_Exercise_
Scan the records below for the string "edges" and return every line where it appears.

:: Data to process ::

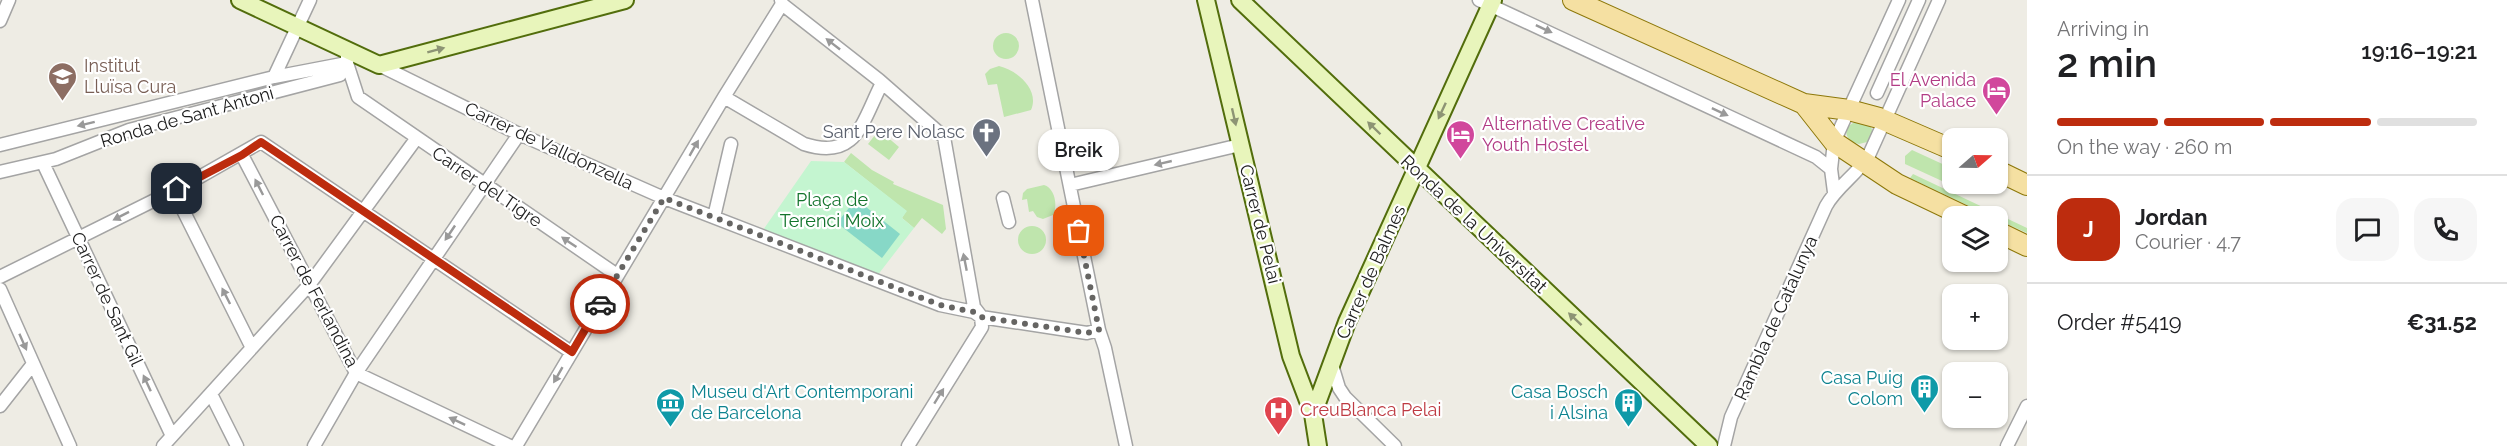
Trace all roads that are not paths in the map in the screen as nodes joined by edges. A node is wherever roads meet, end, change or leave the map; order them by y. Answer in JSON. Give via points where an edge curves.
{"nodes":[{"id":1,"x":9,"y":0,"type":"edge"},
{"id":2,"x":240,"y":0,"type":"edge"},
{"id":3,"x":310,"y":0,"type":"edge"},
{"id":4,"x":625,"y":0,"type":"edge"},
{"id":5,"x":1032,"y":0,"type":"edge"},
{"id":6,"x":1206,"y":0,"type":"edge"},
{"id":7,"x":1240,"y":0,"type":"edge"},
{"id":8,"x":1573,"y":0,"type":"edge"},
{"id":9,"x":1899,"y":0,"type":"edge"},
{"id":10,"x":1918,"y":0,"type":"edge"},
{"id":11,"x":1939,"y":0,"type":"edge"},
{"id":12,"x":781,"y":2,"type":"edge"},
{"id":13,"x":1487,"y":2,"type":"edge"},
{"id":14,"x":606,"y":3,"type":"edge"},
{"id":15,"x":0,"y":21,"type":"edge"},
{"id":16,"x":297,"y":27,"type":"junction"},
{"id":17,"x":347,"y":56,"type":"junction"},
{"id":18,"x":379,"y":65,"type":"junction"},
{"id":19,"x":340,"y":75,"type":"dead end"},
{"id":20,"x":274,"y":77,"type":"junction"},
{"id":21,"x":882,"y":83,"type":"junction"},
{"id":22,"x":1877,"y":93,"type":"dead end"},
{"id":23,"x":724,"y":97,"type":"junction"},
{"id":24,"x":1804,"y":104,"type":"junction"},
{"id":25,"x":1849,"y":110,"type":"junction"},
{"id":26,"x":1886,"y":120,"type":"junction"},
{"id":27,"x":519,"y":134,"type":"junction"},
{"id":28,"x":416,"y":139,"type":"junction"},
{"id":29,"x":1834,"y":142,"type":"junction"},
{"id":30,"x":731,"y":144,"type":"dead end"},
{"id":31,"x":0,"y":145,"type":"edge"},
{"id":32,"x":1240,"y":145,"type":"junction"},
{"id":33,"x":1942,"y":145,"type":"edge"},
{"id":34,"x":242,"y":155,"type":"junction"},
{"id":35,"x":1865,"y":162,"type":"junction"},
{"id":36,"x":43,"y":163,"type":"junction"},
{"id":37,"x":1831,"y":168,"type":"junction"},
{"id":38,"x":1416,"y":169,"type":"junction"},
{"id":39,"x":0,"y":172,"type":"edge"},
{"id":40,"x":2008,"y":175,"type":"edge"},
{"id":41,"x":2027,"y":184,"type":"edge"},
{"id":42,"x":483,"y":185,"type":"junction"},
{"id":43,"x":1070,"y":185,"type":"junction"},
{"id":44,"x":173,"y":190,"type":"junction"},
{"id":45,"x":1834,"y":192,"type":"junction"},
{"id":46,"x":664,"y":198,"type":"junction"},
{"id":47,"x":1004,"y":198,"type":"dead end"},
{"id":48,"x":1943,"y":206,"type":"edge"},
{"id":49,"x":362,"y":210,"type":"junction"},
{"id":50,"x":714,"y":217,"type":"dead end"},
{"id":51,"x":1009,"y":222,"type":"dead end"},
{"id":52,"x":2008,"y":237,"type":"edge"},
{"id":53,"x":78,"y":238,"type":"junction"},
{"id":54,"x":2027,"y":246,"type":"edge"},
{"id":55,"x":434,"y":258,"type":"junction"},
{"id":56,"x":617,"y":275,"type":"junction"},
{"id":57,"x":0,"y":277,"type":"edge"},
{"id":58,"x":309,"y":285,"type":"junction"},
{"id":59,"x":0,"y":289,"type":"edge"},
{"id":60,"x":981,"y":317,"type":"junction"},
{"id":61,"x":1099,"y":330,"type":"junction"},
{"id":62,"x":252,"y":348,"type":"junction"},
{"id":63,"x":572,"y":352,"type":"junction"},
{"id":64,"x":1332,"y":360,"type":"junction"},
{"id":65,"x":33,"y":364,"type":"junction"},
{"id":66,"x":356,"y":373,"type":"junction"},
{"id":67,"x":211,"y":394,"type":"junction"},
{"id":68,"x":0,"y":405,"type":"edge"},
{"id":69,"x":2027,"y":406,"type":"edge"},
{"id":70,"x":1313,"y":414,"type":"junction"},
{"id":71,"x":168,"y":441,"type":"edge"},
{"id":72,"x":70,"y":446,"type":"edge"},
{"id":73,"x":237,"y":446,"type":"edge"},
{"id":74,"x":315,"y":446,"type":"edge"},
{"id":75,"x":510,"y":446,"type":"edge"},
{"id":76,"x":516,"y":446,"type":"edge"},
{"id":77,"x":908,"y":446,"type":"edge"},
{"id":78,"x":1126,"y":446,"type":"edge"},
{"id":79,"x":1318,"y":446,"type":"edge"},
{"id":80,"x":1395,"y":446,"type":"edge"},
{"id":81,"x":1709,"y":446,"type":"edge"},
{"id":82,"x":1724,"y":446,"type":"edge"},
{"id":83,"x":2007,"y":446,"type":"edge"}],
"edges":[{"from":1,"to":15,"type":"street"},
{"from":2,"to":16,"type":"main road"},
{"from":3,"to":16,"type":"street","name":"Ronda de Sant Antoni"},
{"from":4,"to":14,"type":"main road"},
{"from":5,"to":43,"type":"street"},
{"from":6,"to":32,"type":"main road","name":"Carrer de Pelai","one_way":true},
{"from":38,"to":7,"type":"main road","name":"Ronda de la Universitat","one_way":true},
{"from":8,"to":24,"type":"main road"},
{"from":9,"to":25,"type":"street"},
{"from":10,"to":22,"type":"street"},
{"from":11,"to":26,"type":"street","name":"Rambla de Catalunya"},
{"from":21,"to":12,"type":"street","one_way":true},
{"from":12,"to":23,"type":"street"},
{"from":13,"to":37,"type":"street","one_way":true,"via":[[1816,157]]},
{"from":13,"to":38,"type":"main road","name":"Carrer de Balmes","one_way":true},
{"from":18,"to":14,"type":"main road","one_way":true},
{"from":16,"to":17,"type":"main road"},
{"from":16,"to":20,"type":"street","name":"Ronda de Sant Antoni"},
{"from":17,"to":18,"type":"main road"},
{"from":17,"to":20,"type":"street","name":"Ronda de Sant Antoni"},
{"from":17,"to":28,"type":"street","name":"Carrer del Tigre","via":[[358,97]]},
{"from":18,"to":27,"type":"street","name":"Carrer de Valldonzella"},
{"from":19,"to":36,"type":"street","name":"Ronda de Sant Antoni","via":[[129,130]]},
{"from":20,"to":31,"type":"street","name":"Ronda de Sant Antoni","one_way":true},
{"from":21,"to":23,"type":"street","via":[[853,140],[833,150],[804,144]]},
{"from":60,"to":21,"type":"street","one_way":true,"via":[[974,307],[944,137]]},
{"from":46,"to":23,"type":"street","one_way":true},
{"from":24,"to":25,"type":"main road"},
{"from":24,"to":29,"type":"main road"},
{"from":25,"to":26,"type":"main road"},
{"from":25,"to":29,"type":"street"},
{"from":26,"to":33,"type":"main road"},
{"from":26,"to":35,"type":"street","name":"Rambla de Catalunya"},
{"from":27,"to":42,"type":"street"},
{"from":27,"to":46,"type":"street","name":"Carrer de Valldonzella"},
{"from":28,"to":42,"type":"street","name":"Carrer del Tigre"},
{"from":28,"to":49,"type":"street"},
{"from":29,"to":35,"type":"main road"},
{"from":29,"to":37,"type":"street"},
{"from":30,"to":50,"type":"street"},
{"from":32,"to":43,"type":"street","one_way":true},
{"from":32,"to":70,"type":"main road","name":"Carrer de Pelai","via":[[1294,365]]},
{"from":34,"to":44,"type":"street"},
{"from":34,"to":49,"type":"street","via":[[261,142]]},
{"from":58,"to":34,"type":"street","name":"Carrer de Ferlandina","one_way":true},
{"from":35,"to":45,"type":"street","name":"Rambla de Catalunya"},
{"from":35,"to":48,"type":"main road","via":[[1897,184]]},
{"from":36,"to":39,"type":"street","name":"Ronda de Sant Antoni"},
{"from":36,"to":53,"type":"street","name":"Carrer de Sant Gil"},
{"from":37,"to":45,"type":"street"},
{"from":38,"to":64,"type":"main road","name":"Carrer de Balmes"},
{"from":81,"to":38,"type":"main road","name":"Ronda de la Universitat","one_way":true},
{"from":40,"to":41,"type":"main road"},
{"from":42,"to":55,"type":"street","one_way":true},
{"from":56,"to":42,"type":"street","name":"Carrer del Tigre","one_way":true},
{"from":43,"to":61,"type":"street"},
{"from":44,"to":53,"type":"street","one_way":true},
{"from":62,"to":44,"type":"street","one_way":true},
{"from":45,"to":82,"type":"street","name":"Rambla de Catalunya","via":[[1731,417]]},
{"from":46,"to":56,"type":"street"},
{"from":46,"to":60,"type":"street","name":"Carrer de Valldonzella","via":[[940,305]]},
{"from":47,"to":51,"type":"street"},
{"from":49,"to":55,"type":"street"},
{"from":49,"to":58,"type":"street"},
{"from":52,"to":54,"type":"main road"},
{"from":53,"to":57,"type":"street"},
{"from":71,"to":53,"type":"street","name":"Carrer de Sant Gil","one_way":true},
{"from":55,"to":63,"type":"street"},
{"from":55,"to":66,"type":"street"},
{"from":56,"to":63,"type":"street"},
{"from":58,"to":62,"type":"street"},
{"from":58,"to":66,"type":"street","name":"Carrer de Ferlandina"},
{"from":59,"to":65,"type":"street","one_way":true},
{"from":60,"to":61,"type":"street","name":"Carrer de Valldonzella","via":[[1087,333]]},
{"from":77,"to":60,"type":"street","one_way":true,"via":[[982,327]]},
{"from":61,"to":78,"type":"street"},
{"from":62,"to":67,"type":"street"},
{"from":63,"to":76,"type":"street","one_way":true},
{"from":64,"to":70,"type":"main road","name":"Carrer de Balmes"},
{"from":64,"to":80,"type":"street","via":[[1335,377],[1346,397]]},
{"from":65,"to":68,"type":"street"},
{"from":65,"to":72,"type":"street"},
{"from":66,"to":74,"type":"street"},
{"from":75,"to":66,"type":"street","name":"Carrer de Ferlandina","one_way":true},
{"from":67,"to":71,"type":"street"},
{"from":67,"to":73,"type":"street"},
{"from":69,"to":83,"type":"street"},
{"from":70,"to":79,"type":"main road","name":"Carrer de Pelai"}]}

:::

_Output of the task_
Trace all roads that are not paths in the map in the screen as nodes joined by edges. A node is wherever roads meet, end, change or leave the map; order them by y. Answer in JSON. Give via points where an edge curves.
"edges":[{"from":1,"to":15,"type":"street"},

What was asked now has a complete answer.